It would seem that random pie in the sky figures about server virtualisation is one of my berserker buttons. I work in IT, hence I know that everything in IT is a compromise. So when someone on twitter quoted figures from a Sunday Business Post article stating that the HSE were using 200 servers, and then immediately proclaimed that virtualisation would reduce that number by 75%, I had to respond. Anyone on twitter is free to look it up.
At work we use virtualised servers extensively. Our whole shared hosting/VPS platform is built on Virtuozzo. We have numerous other services which are virtualised in the the background using other technologies such as Xen, KVM, Hyper-V etc. It is a brilliant tool when deployed properly and has plenty of other benefits such as being able to move an virtual server to new hardware in a hurry.
However, if you are to believe the marketing hype, virtualisation will immediately save you X% where X is ridiculously large number like 70 or 80. What they always seem to fail to mention is that they're presuming that you're massively under utilising your current hardware.

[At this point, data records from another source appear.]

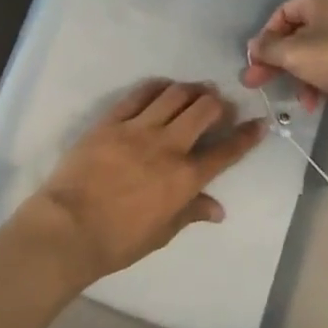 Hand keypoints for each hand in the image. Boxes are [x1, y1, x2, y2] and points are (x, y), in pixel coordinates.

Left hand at [16, 80, 262, 284]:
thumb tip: (218, 209)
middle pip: (204, 110)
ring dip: (191, 89)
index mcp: (185, 178)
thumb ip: (191, 213)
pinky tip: (163, 87)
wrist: (68, 228)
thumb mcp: (162, 234)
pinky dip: (157, 87)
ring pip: (175, 95)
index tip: (259, 123)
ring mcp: (139, 129)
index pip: (226, 151)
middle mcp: (168, 146)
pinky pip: (139, 94)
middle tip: (220, 105)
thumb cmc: (118, 240)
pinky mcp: (112, 120)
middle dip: (218, 103)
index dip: (247, 136)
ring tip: (196, 90)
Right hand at [241, 0, 327, 113]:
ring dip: (299, 75)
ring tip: (296, 99)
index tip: (255, 63)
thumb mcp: (296, 53)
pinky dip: (319, 80)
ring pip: (314, 52)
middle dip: (278, 62)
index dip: (265, 38)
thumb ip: (269, 50)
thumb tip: (253, 47)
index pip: (281, 13)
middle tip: (258, 83)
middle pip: (296, 34)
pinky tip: (314, 102) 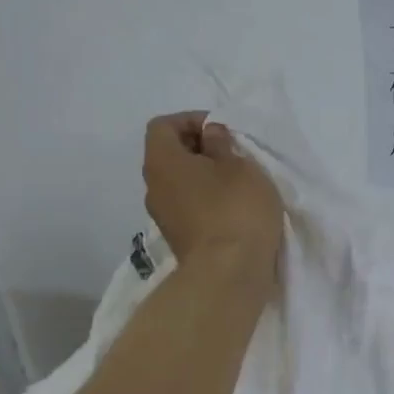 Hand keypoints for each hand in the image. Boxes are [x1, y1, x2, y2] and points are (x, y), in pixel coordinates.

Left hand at [142, 112, 282, 276]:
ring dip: (204, 176)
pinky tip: (233, 208)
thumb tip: (210, 134)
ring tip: (236, 181)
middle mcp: (153, 187)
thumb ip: (222, 144)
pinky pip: (188, 206)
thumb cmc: (236, 208)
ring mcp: (163, 216)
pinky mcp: (178, 238)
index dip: (191, 120)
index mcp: (162, 161)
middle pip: (169, 154)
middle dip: (199, 148)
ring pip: (179, 182)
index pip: (163, 126)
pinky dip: (206, 199)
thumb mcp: (240, 165)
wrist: (229, 273)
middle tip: (233, 153)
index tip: (222, 130) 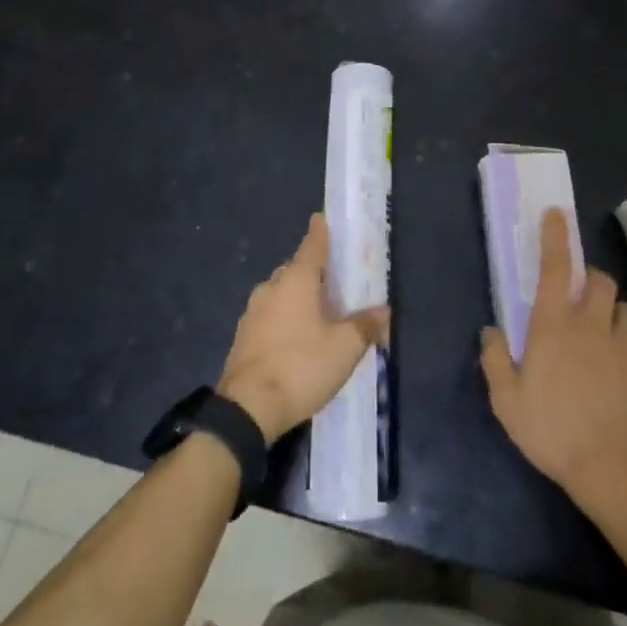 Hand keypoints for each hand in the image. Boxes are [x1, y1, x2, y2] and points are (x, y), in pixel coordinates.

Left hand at [219, 213, 389, 440]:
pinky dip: (284, 319)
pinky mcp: (243, 336)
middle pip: (295, 269)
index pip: (312, 245)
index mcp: (297, 280)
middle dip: (312, 271)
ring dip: (297, 297)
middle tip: (333, 282)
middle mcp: (272, 287)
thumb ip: (365, 326)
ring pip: (280, 293)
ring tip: (318, 315)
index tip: (322, 218)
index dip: (320, 231)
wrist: (247, 408)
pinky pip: (270, 316)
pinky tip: (296, 339)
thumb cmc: (301, 367)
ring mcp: (253, 312)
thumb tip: (383, 311)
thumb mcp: (344, 349)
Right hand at [480, 208, 626, 502]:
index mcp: (554, 326)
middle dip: (590, 277)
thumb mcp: (506, 399)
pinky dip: (623, 353)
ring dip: (611, 311)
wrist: (613, 471)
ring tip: (600, 331)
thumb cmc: (550, 429)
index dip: (555, 237)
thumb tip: (492, 331)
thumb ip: (495, 359)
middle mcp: (591, 328)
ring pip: (625, 309)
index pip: (555, 269)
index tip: (556, 214)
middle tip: (577, 294)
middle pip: (600, 281)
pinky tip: (613, 380)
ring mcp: (623, 351) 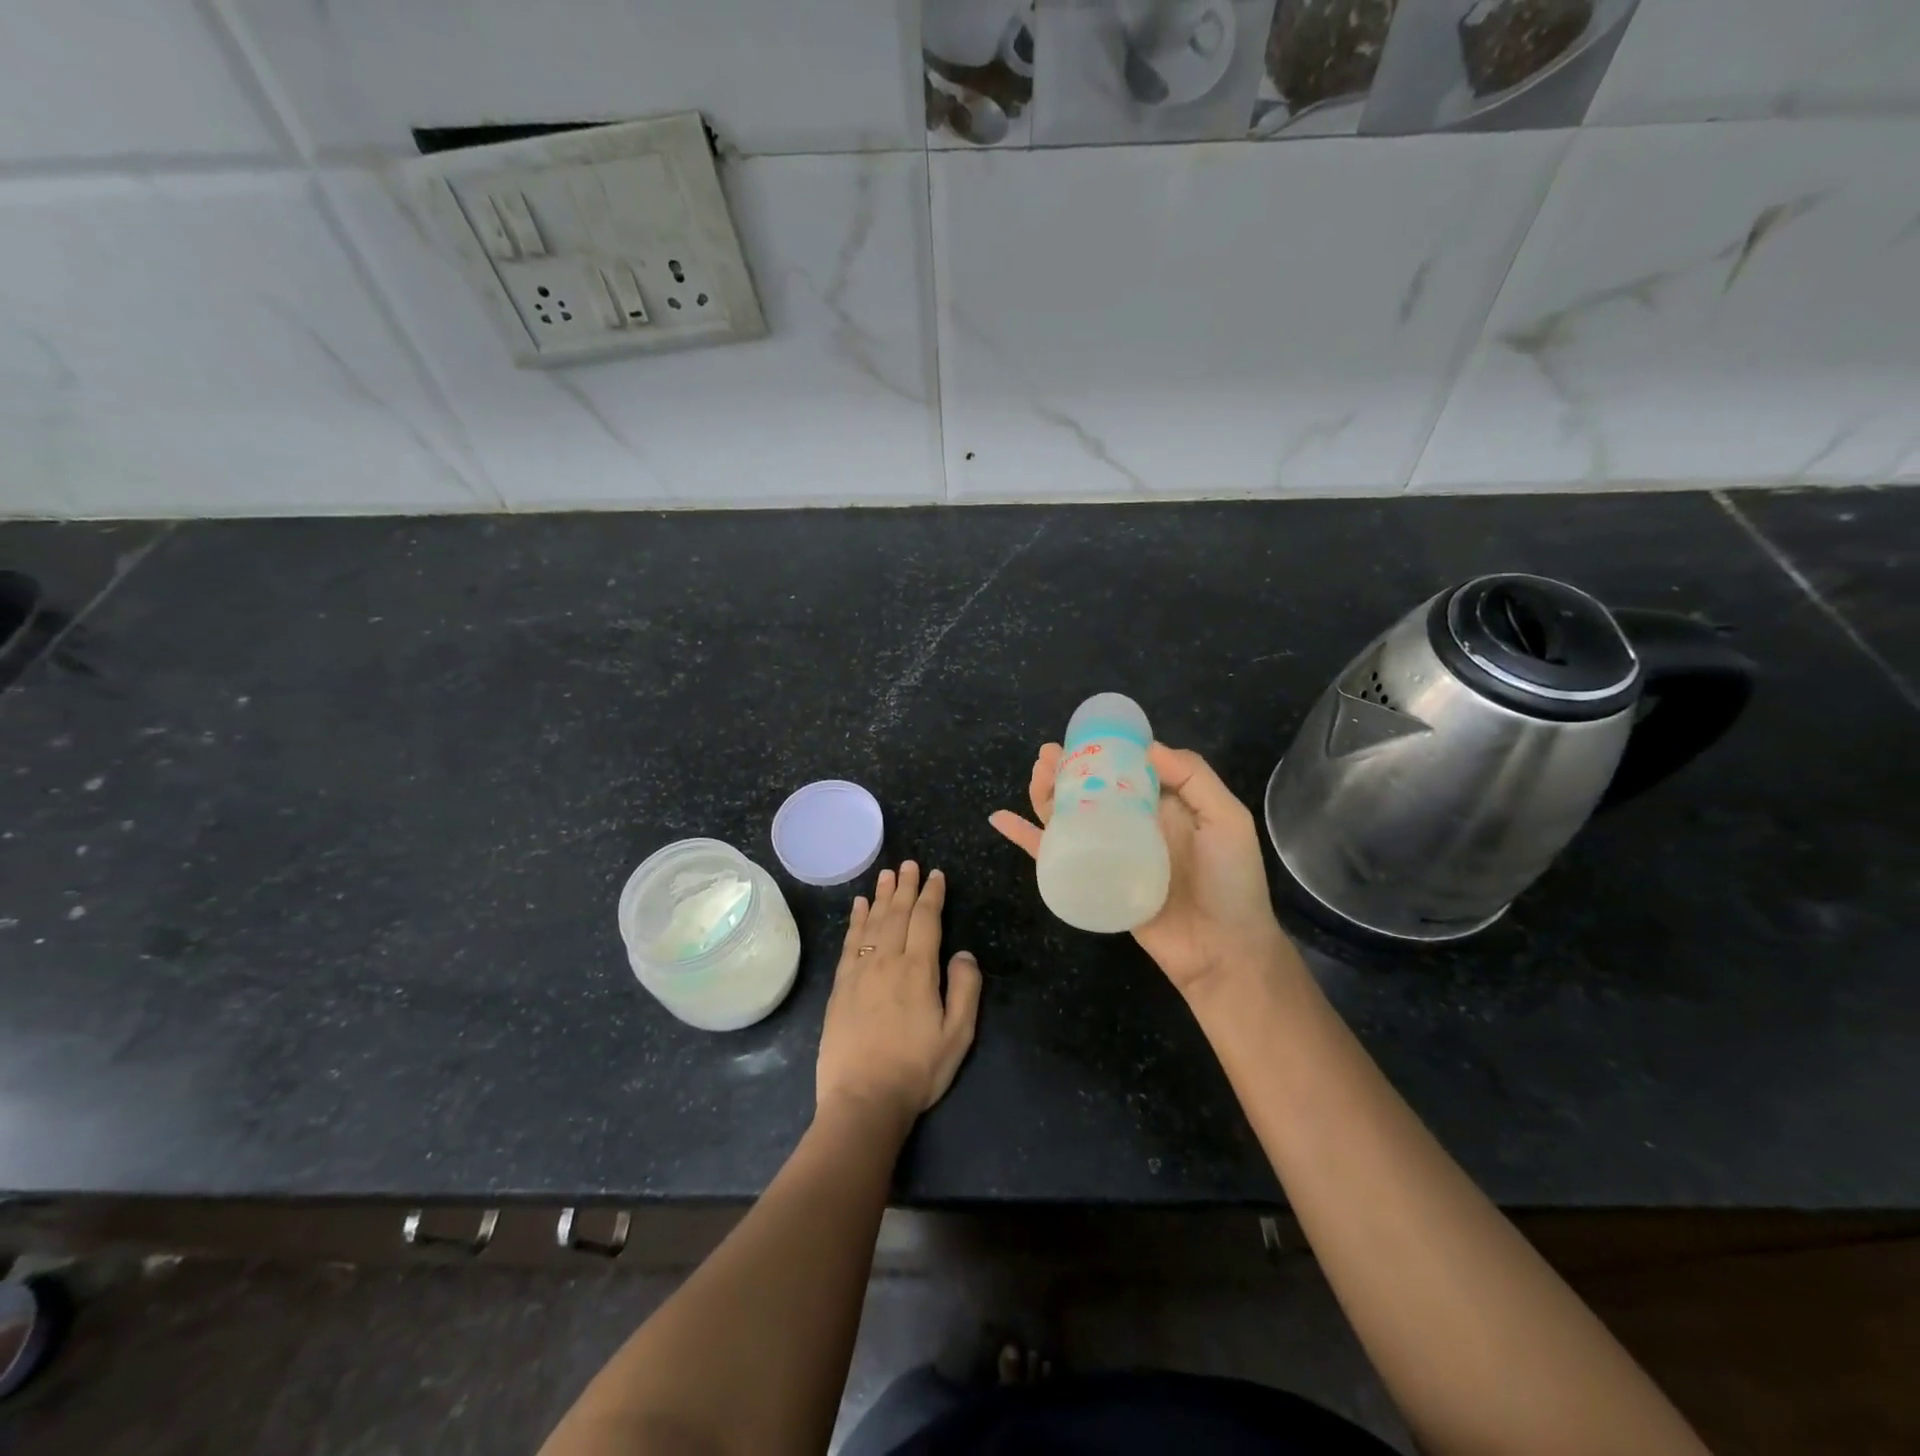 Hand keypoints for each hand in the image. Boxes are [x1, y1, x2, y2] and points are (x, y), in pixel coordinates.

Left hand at [816, 862, 982, 1129]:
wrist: (863, 1100)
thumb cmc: (917, 1070)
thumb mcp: (958, 1036)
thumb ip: (965, 989)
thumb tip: (963, 953)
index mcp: (918, 970)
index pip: (926, 920)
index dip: (931, 895)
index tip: (935, 875)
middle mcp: (887, 961)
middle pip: (896, 913)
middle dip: (905, 886)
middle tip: (908, 863)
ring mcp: (859, 971)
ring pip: (871, 922)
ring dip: (880, 896)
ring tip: (886, 874)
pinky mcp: (840, 986)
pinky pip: (849, 942)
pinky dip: (854, 920)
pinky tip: (857, 906)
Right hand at [990, 743, 1289, 996]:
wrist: (1222, 952)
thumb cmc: (1230, 883)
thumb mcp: (1226, 820)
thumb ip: (1194, 779)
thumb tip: (1146, 747)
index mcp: (1163, 806)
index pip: (1125, 769)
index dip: (1101, 750)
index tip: (1081, 736)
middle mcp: (1131, 825)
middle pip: (1088, 790)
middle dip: (1066, 768)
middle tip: (1046, 755)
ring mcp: (1108, 854)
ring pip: (1066, 816)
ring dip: (1045, 793)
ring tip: (1035, 774)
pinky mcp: (1089, 881)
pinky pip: (1051, 857)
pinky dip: (1024, 838)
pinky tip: (1001, 819)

This leads to a lovely self fulfilling prophecy. The people who move over are the ones underutilising their current hardware and they will see massive savings. These savings are due to bad planning and over speccing the hardware in the first place though, and virtualisation is the ideal technology to consolidate the hardware while keeping the outward facing infrastructure looking the same. This means there's a massive selection bias
in the figures which virtualisation vendors quote, as they seem to only use these customers as examples.
If we then look to the other end of the spectrum, people properly utilising their existing infrastructure. Here virtualisation will still give plenty of benefits. For example, being able to move a virtualised server from physical server to physical server, often with no downtime. However, then you have to consider virtualisation overhead. As virtualisation is simple abstracting away the hardware, there is going to be an overhead in the translation. Depending on the technology used the overhead might be minimal or it might be large enough that new hardware is required to account for it.
There will also be no savings due to less hardware in this scenario as the virtualisation isn't being used for consolidation, but for ease of management. If it's a commercial virtualisation product such as VMWare, there's going to be extra cost involved. This cost might be offset in deceased administration time, but it's not going to be anything near the figures normally quoted for savings.
To go back to what started all this off, the 200 servers in the HSE. We have no way of knowing what the utilisation is like on these servers. For all we know, it's a fairly heavy Java based app running on them and the systems are well utilised. It's also possible that they are underutilised, but without knowing what they're actually doing, it's not possible to pull random figures like 75% out of the air.